Oil and fossil interests will stop it unless government policy taxes fossil sourced energy - necessary for environmental, depletion and security reasons.

Crywolf & Chris, I see where you're coming from ref the economic transition issues.

To be brutally honest, I don't see any other course of action actually happening in the real world other than fuel shortages forcing massive efficiency improvements.

I guess I subscribe to the "over a cliff" consumption pattern where business as usual continues (as its impossible to force an alternative in the political climate) right up until shortages kick in.

I'm not too bothered about shortages, as it will hurt others far more than myself.  Those with the least efficient vehicle will be forced to travel the least, as I would believe there would be a strong chance of rationing in the event of true long term shortages.   By already having one of the most efficient cars money can buy, I'd be able to get the most out of a gallon of fuel.  The rest of the time I can cycle.
Obviously road transport and agriculture would get first refusal on limited fuel supplies.

Of course it would be nice if the UK could plan ahead, but frankly, look at our track record on this kind of stuff.

Most railway lines closed in the 1960's
Most city centre electrified trams/busses removed circa 50s - 60s
Rail network privatised in the 80s/90s
near collapse of rail network subsequent bailout by govnmt.
Privatisation of electrical supplies leading to the collapse of the economic business case of the nuclear industry leading to govnmt bailout

etc etc.

So, shortages a'la 1970's here we come.


Curious you should mention the 70s - here's what I see happening to the UK oil trade balance.

One question is where we will import our oil from?  Azerbaijan seems a likely candidate - but we may need to send troops to secure supplies?

I really liked this article. I have sent a brief letter to the Financial Times based on it and what it had to say about Buzzard. I usually get one in four of my submitted letters published there so keep your fingers crossed.
Here are a couple of letters that they did publish By 2025, aircraft will be flying on empty and A move back to coal will unwind our productivity gains
Thanks Alfred - hope you get published - it would be nice if they published a link to this post!
Chris - on the spot
"The problem isn't that a successful economy can't run on imported energy it's that a successful economy can't manage the transition from exporting ~30% of indigenous energy to importing ~80% energy over a period of ~20 years.
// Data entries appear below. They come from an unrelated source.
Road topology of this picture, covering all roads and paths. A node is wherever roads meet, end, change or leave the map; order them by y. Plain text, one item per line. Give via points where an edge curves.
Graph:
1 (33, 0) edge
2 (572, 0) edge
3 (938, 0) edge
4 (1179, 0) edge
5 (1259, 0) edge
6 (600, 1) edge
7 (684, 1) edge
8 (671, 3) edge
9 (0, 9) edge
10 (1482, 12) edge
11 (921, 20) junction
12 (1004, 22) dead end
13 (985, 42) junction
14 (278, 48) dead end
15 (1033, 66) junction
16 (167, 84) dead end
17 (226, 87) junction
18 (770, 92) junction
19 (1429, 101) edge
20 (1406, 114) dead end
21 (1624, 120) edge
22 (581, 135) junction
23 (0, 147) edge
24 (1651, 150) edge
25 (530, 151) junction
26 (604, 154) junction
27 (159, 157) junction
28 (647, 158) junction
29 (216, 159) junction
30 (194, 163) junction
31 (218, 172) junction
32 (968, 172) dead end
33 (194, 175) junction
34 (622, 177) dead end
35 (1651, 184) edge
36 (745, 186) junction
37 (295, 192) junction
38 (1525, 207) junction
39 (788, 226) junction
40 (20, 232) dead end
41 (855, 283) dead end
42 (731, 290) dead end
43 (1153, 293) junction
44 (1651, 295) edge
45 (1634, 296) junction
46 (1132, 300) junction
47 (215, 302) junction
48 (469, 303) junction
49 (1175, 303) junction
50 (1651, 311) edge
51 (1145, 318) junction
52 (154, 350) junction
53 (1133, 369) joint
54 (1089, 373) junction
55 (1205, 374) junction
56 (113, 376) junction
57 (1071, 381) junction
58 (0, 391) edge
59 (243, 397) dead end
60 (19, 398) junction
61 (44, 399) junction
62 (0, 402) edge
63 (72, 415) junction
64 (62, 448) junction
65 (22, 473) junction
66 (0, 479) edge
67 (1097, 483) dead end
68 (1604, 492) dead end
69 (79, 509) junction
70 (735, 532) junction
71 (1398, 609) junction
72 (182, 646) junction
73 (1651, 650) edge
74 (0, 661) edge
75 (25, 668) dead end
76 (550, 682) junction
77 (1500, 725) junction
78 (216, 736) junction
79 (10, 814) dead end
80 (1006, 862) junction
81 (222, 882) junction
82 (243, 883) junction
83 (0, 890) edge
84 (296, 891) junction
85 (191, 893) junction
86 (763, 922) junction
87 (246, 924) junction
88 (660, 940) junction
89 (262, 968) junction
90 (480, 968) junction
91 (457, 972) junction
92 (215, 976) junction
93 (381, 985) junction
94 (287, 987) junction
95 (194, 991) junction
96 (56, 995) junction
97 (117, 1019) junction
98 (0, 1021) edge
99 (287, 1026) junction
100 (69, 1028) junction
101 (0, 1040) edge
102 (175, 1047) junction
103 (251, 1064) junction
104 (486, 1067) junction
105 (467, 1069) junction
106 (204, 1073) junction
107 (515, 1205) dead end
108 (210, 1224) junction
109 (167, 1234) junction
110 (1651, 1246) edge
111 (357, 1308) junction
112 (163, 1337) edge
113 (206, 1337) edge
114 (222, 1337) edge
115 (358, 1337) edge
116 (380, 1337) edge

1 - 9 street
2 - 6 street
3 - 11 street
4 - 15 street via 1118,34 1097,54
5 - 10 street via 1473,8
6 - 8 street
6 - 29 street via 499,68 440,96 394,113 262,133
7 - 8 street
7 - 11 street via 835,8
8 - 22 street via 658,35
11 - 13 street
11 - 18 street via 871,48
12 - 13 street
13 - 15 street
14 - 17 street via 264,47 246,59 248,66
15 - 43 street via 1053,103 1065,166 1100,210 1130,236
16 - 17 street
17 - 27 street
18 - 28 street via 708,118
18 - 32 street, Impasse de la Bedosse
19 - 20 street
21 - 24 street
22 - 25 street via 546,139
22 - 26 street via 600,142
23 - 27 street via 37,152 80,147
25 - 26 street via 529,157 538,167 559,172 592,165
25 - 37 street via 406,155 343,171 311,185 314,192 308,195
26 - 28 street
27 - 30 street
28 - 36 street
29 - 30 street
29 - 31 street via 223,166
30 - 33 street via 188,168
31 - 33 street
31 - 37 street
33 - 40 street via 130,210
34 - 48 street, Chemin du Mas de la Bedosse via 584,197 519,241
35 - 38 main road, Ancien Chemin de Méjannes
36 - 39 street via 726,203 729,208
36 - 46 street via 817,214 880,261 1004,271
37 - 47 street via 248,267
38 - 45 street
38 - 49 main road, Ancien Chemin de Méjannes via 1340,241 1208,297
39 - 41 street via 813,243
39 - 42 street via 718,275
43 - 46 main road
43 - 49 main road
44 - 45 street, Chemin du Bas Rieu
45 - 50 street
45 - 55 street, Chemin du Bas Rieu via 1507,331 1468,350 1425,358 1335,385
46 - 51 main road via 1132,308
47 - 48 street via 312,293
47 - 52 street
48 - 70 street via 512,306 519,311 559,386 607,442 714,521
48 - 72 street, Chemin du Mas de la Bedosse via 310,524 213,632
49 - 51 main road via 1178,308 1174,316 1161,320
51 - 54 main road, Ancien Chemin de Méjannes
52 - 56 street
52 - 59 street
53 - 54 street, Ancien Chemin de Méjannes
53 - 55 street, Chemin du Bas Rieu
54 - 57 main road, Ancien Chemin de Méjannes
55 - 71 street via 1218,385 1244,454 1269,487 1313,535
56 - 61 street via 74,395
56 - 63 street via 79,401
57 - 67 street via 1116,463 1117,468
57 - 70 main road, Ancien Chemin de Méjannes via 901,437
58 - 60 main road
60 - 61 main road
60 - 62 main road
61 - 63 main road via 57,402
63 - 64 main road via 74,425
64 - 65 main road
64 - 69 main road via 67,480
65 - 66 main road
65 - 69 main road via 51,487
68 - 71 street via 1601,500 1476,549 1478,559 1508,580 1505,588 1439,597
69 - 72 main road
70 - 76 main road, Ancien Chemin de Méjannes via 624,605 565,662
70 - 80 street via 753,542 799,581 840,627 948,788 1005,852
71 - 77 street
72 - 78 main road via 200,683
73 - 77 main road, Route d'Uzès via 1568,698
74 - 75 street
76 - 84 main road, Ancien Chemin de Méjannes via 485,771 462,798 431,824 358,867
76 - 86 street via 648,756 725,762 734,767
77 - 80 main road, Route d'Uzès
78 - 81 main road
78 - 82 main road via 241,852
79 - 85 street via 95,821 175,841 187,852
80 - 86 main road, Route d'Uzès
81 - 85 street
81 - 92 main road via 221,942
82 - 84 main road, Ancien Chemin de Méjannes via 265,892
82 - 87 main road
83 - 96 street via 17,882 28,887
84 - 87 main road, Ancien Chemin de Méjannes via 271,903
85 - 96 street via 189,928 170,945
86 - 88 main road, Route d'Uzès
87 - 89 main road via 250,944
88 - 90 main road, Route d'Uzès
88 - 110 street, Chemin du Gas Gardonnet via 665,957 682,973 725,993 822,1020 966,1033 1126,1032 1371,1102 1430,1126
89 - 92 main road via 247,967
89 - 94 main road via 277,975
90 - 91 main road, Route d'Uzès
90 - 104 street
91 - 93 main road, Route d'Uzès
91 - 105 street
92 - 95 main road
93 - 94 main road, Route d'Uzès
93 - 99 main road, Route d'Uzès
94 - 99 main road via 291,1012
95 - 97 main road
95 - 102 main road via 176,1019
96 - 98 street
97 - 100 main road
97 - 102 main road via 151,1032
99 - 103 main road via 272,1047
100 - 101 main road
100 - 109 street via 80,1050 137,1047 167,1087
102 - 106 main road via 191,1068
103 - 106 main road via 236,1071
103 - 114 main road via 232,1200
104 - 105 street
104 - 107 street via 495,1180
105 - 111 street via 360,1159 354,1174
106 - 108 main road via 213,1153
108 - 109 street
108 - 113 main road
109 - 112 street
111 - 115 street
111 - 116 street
The absolute positions aren't so much the problem as the dislocation caused by the rapid transition."

Optimism rules UK.

I don't go with this idea that extraction rates will improve in the North Sea as in the Gulf (As a result of Selim Zilkhas reworking of data with improved computerised data analysis techniques - he bought the data cheap and sold out for US$1 Bn to El Paso)

The DTI are , as ever whistling in the dark.... principally to keep their jobs and please their political masters. Nobody wants to be the messenger that gets shot.